Aviation in Austria involves the transport of aircraft in Austria, which has had to navigate some difficult historical and legal junctures, but largely has prospered since 1955.

==History==
===Ballooning===
At the end of 1783 Alois von Beck Widmanstätten experimented with hot air balloons, with the first outdoor experiments in 1784.

The first fatal ballooning incident occurred on 26 December 1911, with Lieutenant Wilhelm Werner near Gmunden.

Around 1912 physicist Victor Francis Hess made a series of balloon flights, to measure background radiation. The flights went up to five miles high. Up to around half a mile, radiation decreased, but at three miles high, radiation doubled. In 1936 he jointly received the Nobel Prize in Physics for his discovery of cosmic rays.

Josef Emmer (14 April 1912 - 1985) would make many high-altitude flights, taking the world record in September 1937 at 9,374 metres, which would last until 19 July 1961.

===Airships===
In 1911 during Austrian Flight Week, the first air passengers were carried in an airship.

===Gliders===
Igo Etrich developed gliding in Austria. On 6 October 1906 the first manned glider flight took place in Austria. The glider was developed from the Alsomitra macrocarpa species of plant.

===Powered aircraft===
On 2 June 1909 the first airfield, with hangars, was built. After a few short attempts at powered flight lasting tens of metres, the first true flight took place on 29 November 1909. The next aircraft, the Etrich Taube, took off on 6 April 1910. The first long cross-country flight occurred on 17 May 1910 by Karl Illner, taking 32 minutes.

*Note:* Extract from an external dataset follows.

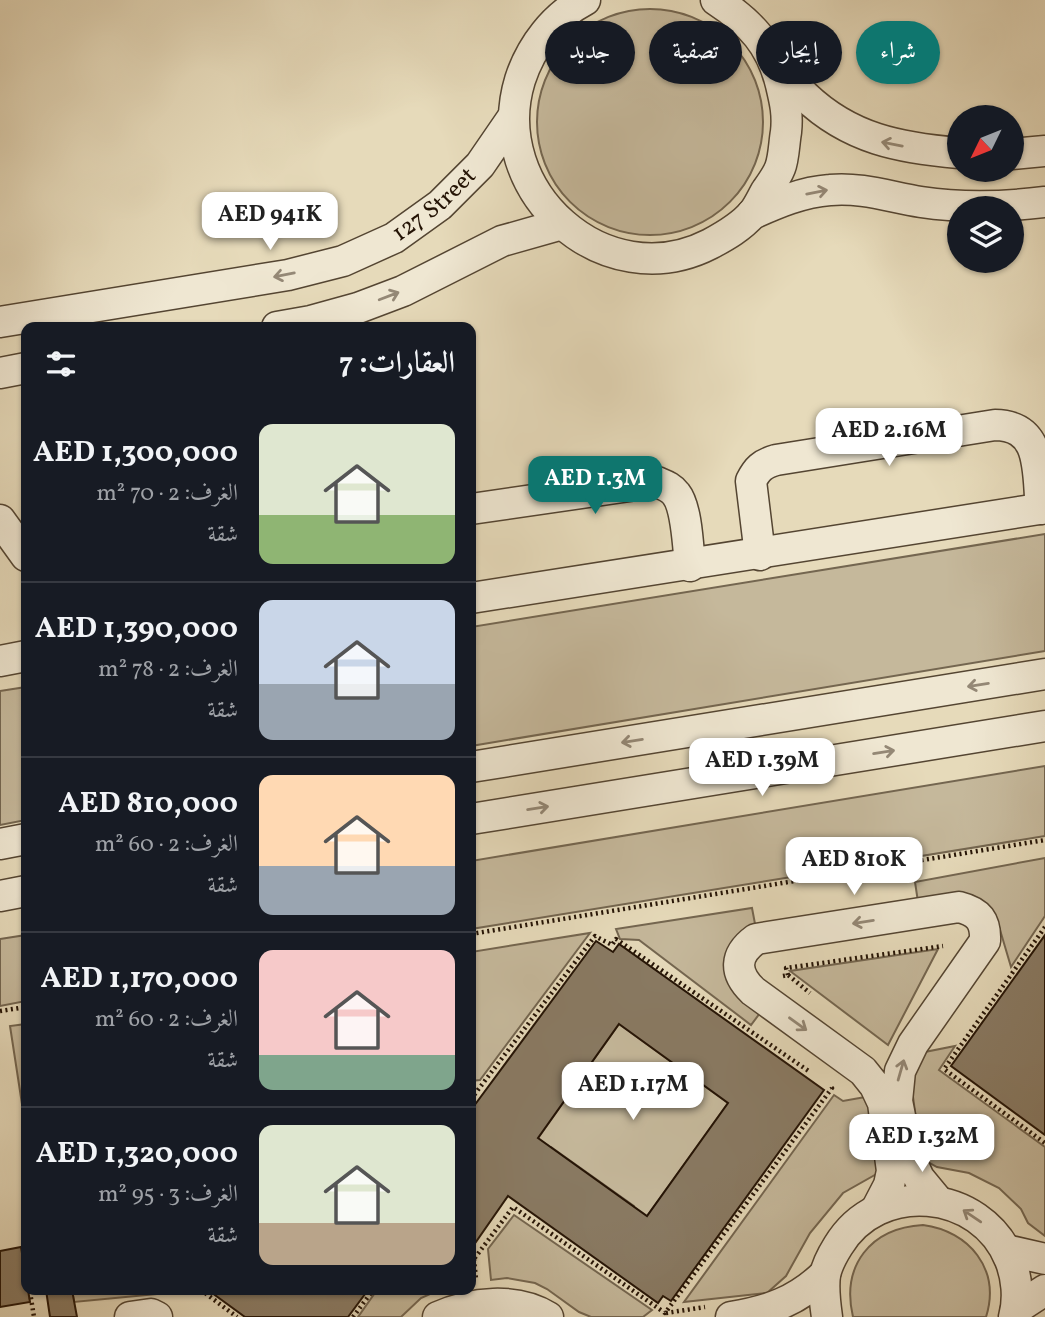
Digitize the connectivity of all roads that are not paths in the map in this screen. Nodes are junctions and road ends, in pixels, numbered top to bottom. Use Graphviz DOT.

The Treaty of Saint-Germain-en-Laye (1919), in September 1919, prohibited the construction of powered aircraft in Austria. This was lifted in 1928.

Otto Eberhardt Patronenfabrik produced aircraft from the mid-1930s. From 1938, some Austrian aircraft works were making the Messerschmitt Bf 109.

The Austrian State Treaty, on 15 May 1955, now restored aviation to Austria. The first Austrian aircraft built after the Second World War was designed by Otto Kauba, the OFW OK-15, which flew on 16 July 1956.

One of the first powered Austrian aircraft after the war was the Oberlerchner JOB 15, flown on 20 October 1958, made in Carinthia.

===Military aircraft===
The first Austrian military aircraft was an Etrich Taube, on 2 April 1911. There was largely no training available for military pilots in Austria, so military pilots trained in Germany.

The Treaty of Trianon was signed in June 1920, and prohibited Austria from having an air force.

Five Fiat CR.20 aircraft were acquired in 1933. By March 1938 there were two units, with 36 Fiat CR.32 aircraft.

An Austrian Air Force was planned for 1939, but the country was annexed by Germany.

After World War II, much aviation was largely banned in Austria. In the late 1940s, model aircraft flying was allowed, and gliders only.

From 1954 pilots for powered aircraft were now allowed to be trained, with parachutists.

In May 1955, aviation prohibition was lifted, but on 26 October 1955, Austria issued its Declaration of Neutrality. This is similar to Ireland, which largely has no armed forces.

The reconstituted Austrian Air Force formed its first jet aircraft squadron on 7 July 1961 at Schwechat.

In 1980 Erich Wolf won the world military aerobatics competition; he would later be the head of the air force from 2002, until 2020.

===Parachuting===
Felix Baumgartner has parachuted from 38,969.3 metres on 14 October 2012, reaching Mach 1.25 in the descent.

===Civil aviation===
Austrian Airlines was formed on 30 September 1957. Four Vickers Viscount turboprop aircraft were acquired, with the first flight, to London, on 31 March 1958.

The 1995 enlargement of the European Union included Austria, with greater involvement in European aviation projects, such as safety.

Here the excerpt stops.